The ZSR Board of Visitors gathered over dinner in Winston-Salem, NC on April 25, 2019 to discuss Community.

Overview and highlights of our Call to Conversation:

  • We began our discussion by sharing personal stories about communities that we had been a part of and how those communities made us feel valued. From basic training to community theatre, from neighborhoods to online communities, from bands to volunteering at our children’s schools, we had many and varied examples of places where we found community.
  • An important aspect of community that came up in our stories was that these were all places where we felt a strong sense of connection with others. Community is about relationships. As one group pointed out, you cannot have a community of 1. We value communities because they bring us in contact with other people; they are places where we feel valued and loved.
  • Another theme that ran through our discussions was that of intentionality.

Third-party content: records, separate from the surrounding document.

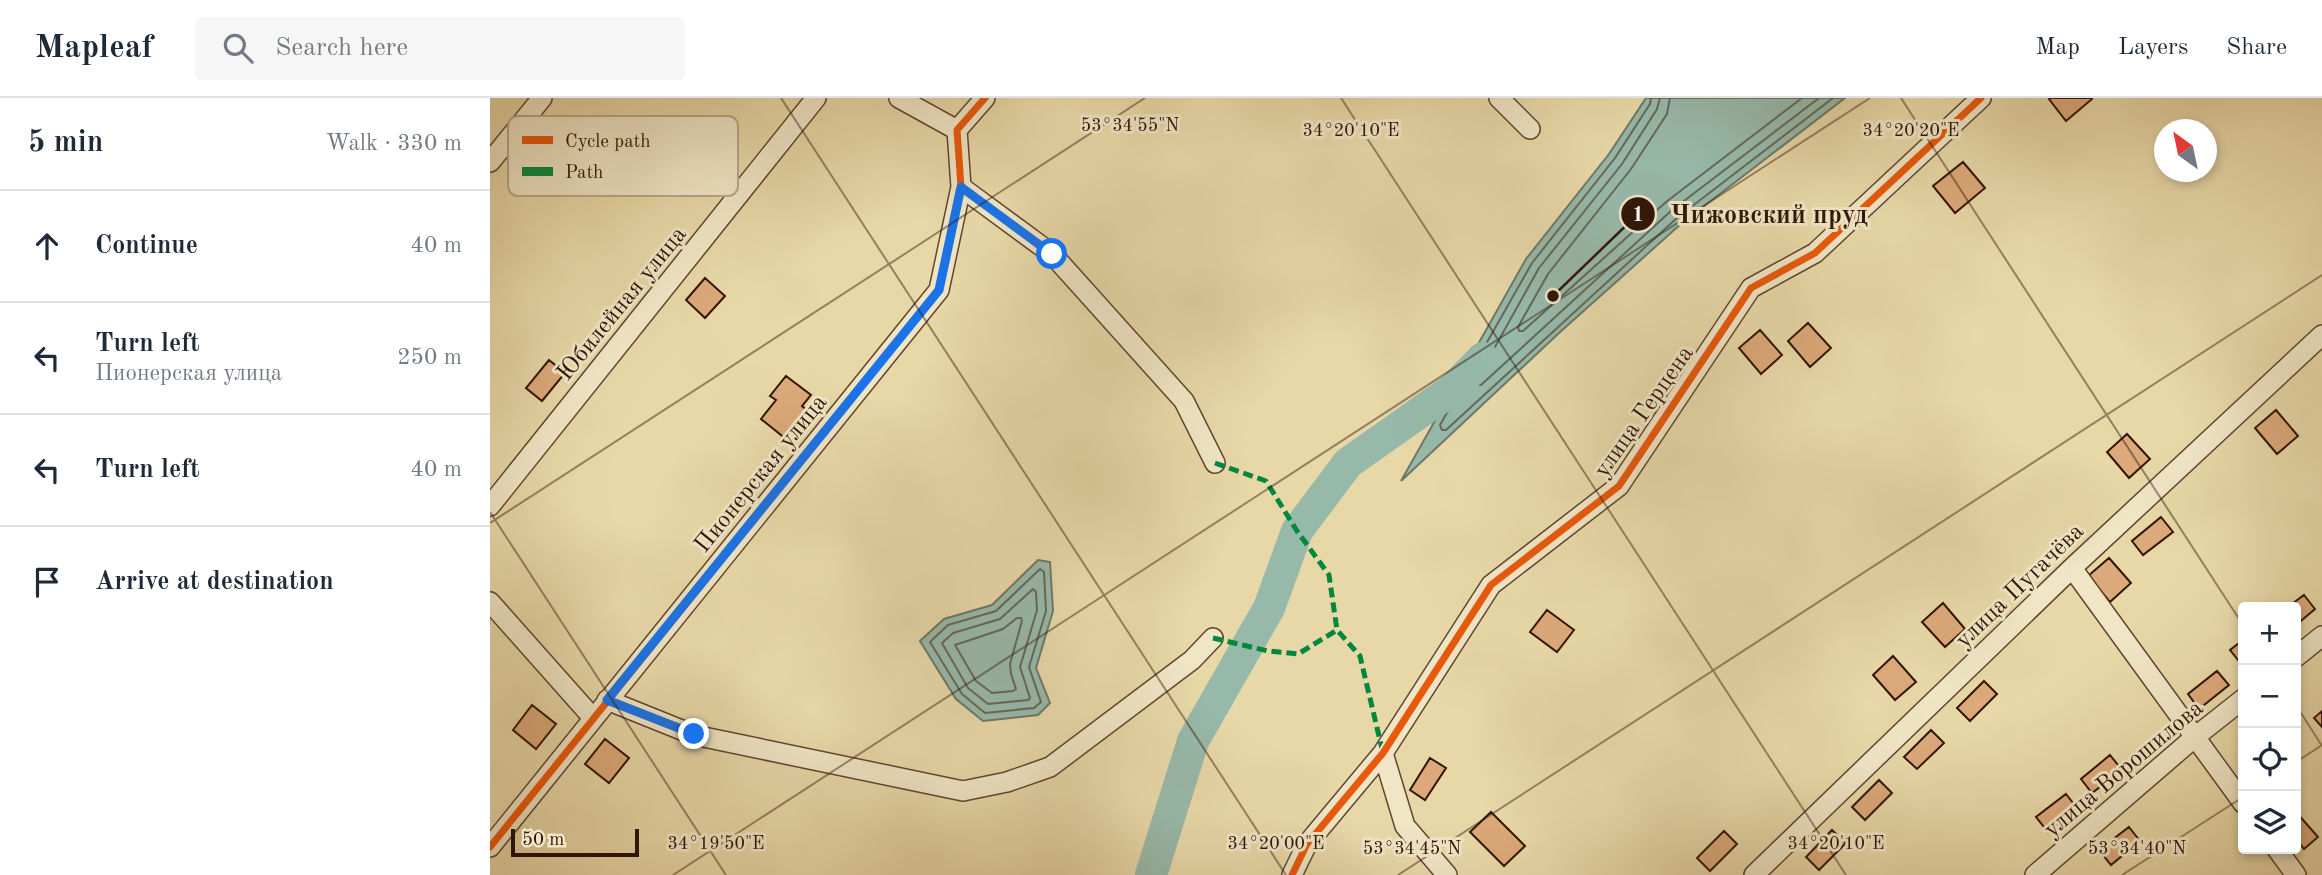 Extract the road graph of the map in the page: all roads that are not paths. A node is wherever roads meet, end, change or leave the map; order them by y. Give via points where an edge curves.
1 (542, 98) edge
2 (816, 98) edge
3 (900, 98) edge
4 (985, 98) edge
5 (1499, 98) edge
6 (1981, 98) edge
7 (527, 116) edge
8 (957, 130) junction
9 (1530, 130) dead end
10 (508, 140) edge
11 (490, 162) edge
12 (961, 187) junction
13 (738, 196) edge
14 (738, 196) edge
15 (2322, 335) edge
16 (1215, 463) dead end
17 (490, 506) edge
18 (2072, 568) junction
19 (490, 602) edge
20 (1213, 638) dead end
21 (2319, 644) edge
22 (2301, 654) edge
23 (607, 700) junction
24 (2238, 703) edge
25 (593, 718) junction
26 (2195, 737) junction
27 (1383, 753) junction
28 (2238, 796) edge
29 (490, 847) edge
30 (2281, 854) edge
31 (1293, 875) edge
32 (1447, 875) edge
33 (1754, 875) edge
34 (2035, 875) edge
35 (2296, 875) edge

1 - 7 street
2 - 14 street, Юбилейная улица
3 - 8 street
4 - 8 street
5 - 9 street
6 - 27 street, улица Герцена via 1815,253 1751,288 1619,486 1490,585
8 - 12 street, Пионерская улица
10 - 11 street
12 - 16 street via 1052,254 1184,401
12 - 23 street, Пионерская улица via 939,290
13 - 17 street, Юбилейная улица
15 - 18 street, улица Пугачёва
18 - 26 street
18 - 33 street, улица Пугачёва
19 - 25 street
20 - 23 street via 1192,660 1051,767 963,791 694,734
21 - 22 street
23 - 25 street, Пионерская улица
24 - 26 street, улица Ворошилова
25 - 29 street, Пионерская улица
26 - 28 street
26 - 34 street, улица Ворошилова
27 - 31 street, улица Герцена via 1307,844
27 - 32 street via 1405,826
30 - 35 street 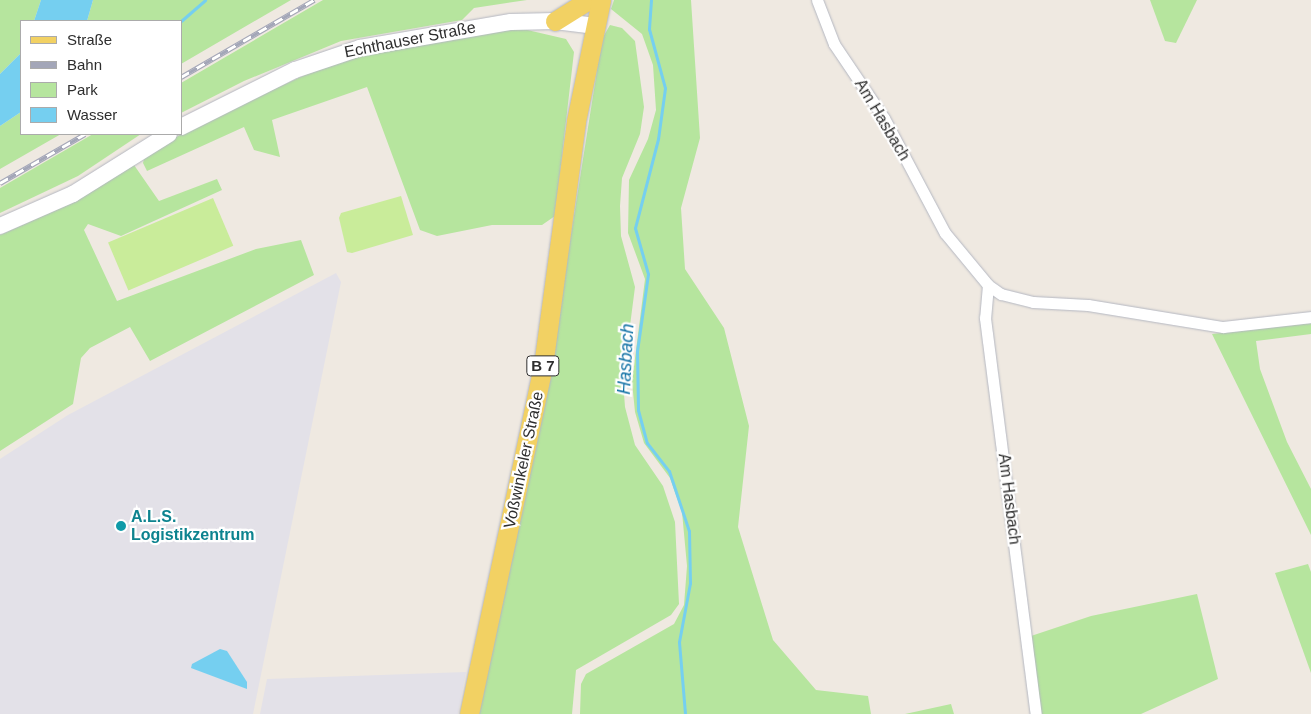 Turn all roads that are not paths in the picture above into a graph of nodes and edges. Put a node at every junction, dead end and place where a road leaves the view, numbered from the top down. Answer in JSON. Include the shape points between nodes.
{"nodes":[{"id":1,"x":589,"y":0,"type":"edge"},
{"id":2,"x":601,"y":0,"type":"edge"},
{"id":3,"x":817,"y":0,"type":"edge"},
{"id":4,"x":555,"y":21,"type":"junction"},
{"id":5,"x":594,"y":26,"type":"junction"},
{"id":6,"x":182,"y":126,"type":"edge"},
{"id":7,"x":167,"y":135,"type":"edge"},
{"id":8,"x":0,"y":226,"type":"edge"},
{"id":9,"x":988,"y":285,"type":"junction"},
{"id":10,"x":1311,"y":317,"type":"edge"},
{"id":11,"x":469,"y":714,"type":"edge"},
{"id":12,"x":1036,"y":714,"type":"edge"}],
"edges":[{"from":1,"to":4,"type":"main road"},
{"from":2,"to":5,"type":"main road","number":"B 7"},
{"from":3,"to":9,"type":"street","name":"Am Hasbach","via":[[834,44],[884,118],[946,233]]},
{"from":4,"to":5,"type":"main road","name":"Echthauser Straße"},
{"from":4,"to":6,"type":"main road","name":"Echthauser Straße","via":[[492,25],[342,53],[295,70]]},
{"from":5,"to":11,"type":"main road","name":"Voßwinkeler Straße","number":"B 7","via":[[576,121],[543,366]]},
{"from":7,"to":8,"type":"main road","via":[[73,194]]},
{"from":9,"to":10,"type":"street","name":"Am Hasbach","via":[[1014,299],[1088,304],[1222,327]]},
{"from":9,"to":12,"type":"street","name":"Am Hasbach","via":[[985,318]]}]}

Many of the groups where we felt the strongest sense of community were groups that shared a common purpose, places where we worked collaboratively with others towards a common goal.
  • While we tend to look at community in a positive light, a theme that we also touched on was that of exclusion. Communities often form because of shared purpose, interests, values, even something as universal as shared geography. By definition, however, there are those that are part of the community vs. those that are not. It is important to recognize and acknowledge that even as a community can bring its members closer together it can also serve to shut other people out. It is important to recognize how the communities we belong to and those that we form can simultaneously be vehicles of both inclusion and exclusion.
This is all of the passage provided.